My close encounter of the Covid kind
Last week, I received an email from one of the caregiver agencies that provide nurses that one had tested positive for Covid, and I had to self-isolate. Almost instantly after reading the email, I went through many emotions, but fear and anger were the main ones.
My fear stemmed from the fact that I already have breathing issues. To those of you that are just tuning in, I’m unable to breathe on my own, and therefore, I use a portable ventilator at all times. Whenever I get sick or something gets stuck in my lungs, I run the risk of going to the ER. Right now, that’s the last place that I want to be. Also, if I were to get Covid, I don’t think it would go well for me, even though I’ve had my three shots.
The anger part was that I felt the agency and caregiver weren’t doing enough to protect me and others. While the caregiver in question had been wearing PPE, I doubt they were outside of work or around others. So, I had that feeling of not knowing and probably never will. Last week, I wrote about several Paramedic staff attending a holiday party and that several patients got Covid.
I’m not saying that the caregiver attended parties or anything, but considering I still hear and see examples of careless people, the thought does cross my mind.
In the early stages of the pandemic, at least one of my caregivers told their boss that a friend of mine was still visiting me during the lockdown. My friend was, and still is, in my bubble, and we both know where we’ve been and all that. Also, we trust each other cause that’s what friends do. The part that frustrated and angered me when this happened was that I was being watched, but the caregiver was allowed to be around others freely.
To me, it was a huge double standard.
I’m aware of my risks and responsibilities regarding Covid and other illnesses. I take care of myself. Yes, I have caregivers, but I’m the one who makes health and well-being decisions. I think I’m doing a pretty good job.

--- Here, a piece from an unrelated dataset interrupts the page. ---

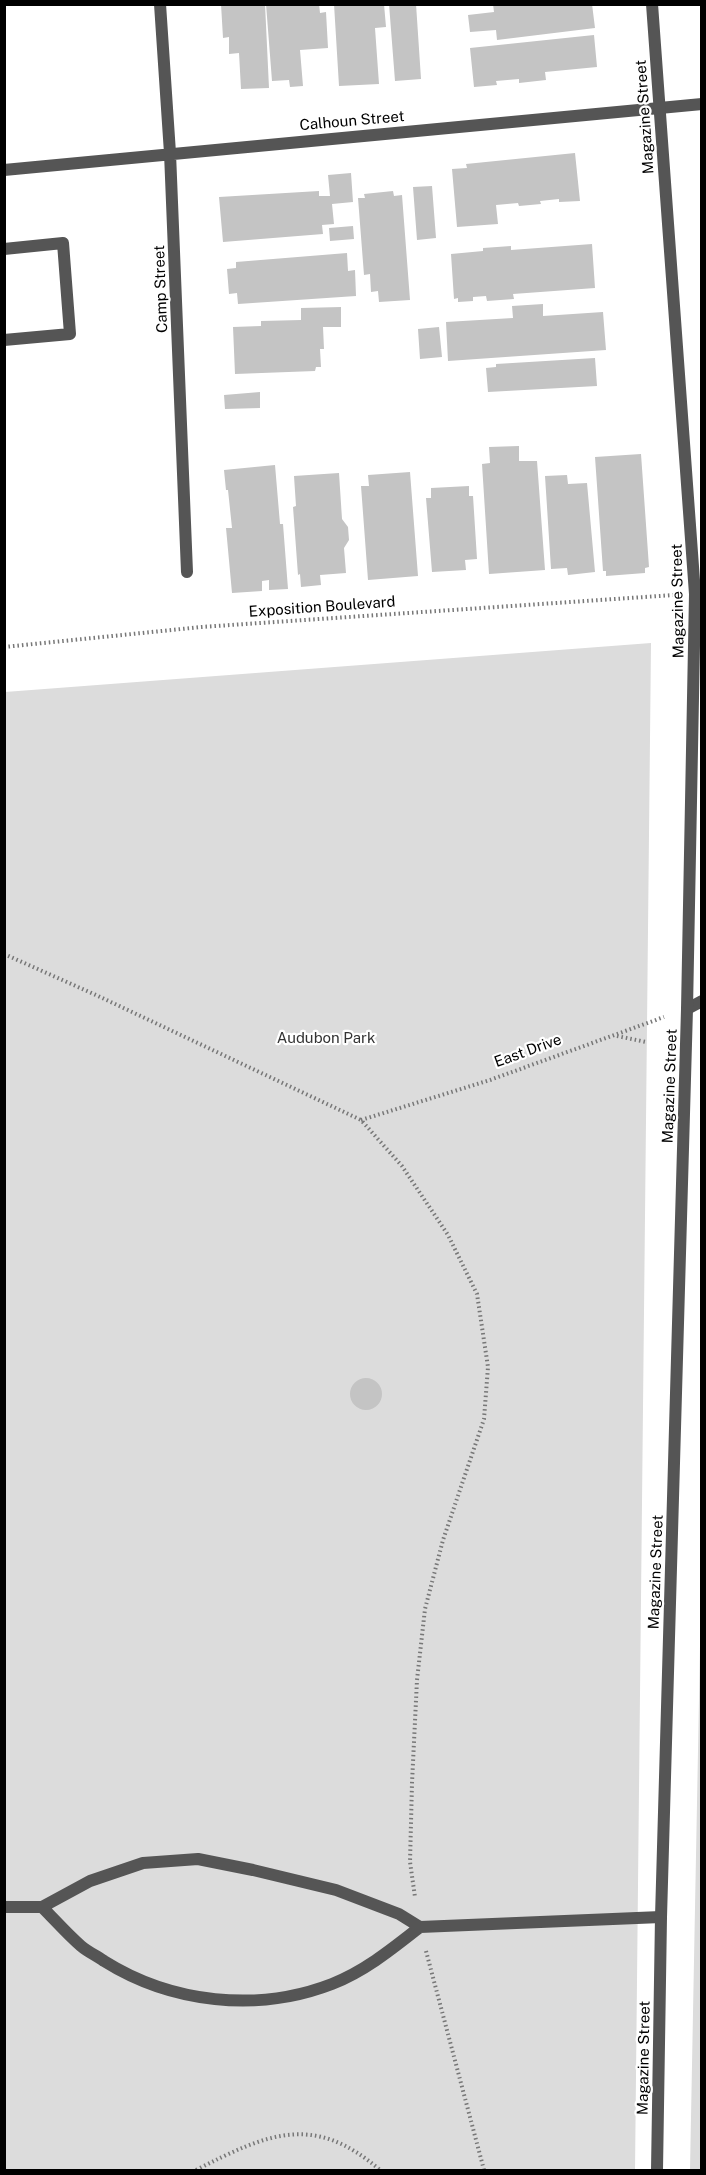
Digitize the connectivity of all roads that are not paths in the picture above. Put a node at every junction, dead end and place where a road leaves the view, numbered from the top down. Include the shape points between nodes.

I’ve had many caregivers throughout my life, possibly into the four digits range. For me, a caregiver could be a PSW, a nurse, a partner, or a family member. I’ve had many that believed they could control my life and make decisions for me. On the other end, I’ve had caregivers that didn’t care. To them, it was just a paycheck.
Between those two extremes, it leaves a wide range.
One thing that often happens is that I get caregivers who think they know me better than I know myself or my body. While I understand that in some cases, the person they’re caring for may not always be able to make decisions, it’s unfair to assume that we’re all the same.
As far as my Covid status goes:
Shortly after I received the email, I asked about getting tested. Ottawa Public Health said no because I didn’t have symptoms, and they were running low on testing kits.
Being as active as I am on social media, I posted my news regarding Covid. One of my friends offered to drop off two kits and assist me with doing the test.
Later that day, they helped me out. While it was nice to see them, the actual swapping wasn’t so lovely.
I’m happy to report that my test was negative, and I still don’t have any symptoms.
Right now, I’m still self-isolating and will be until January 19th. The only other person that I’ve seen, besides my caregivers, is my friend that helped me do the test.
To be honest, self-isolation itself has been ok. The fact that it's Winter helps. I typically hibernate during the Winter. Also, I keep telling myself that it could be much worse.
As for the caregiver that tested positive, I have no idea how they are or if anything will change. I’m guessing that I’ll know more as the week rolls on.
As someone who has become a little more familiar with Covid, I want you all to please do your part in protecting yourself and others, especially those considered vulnerable.
The sooner we all do that, the sooner we’ll get out of this mess.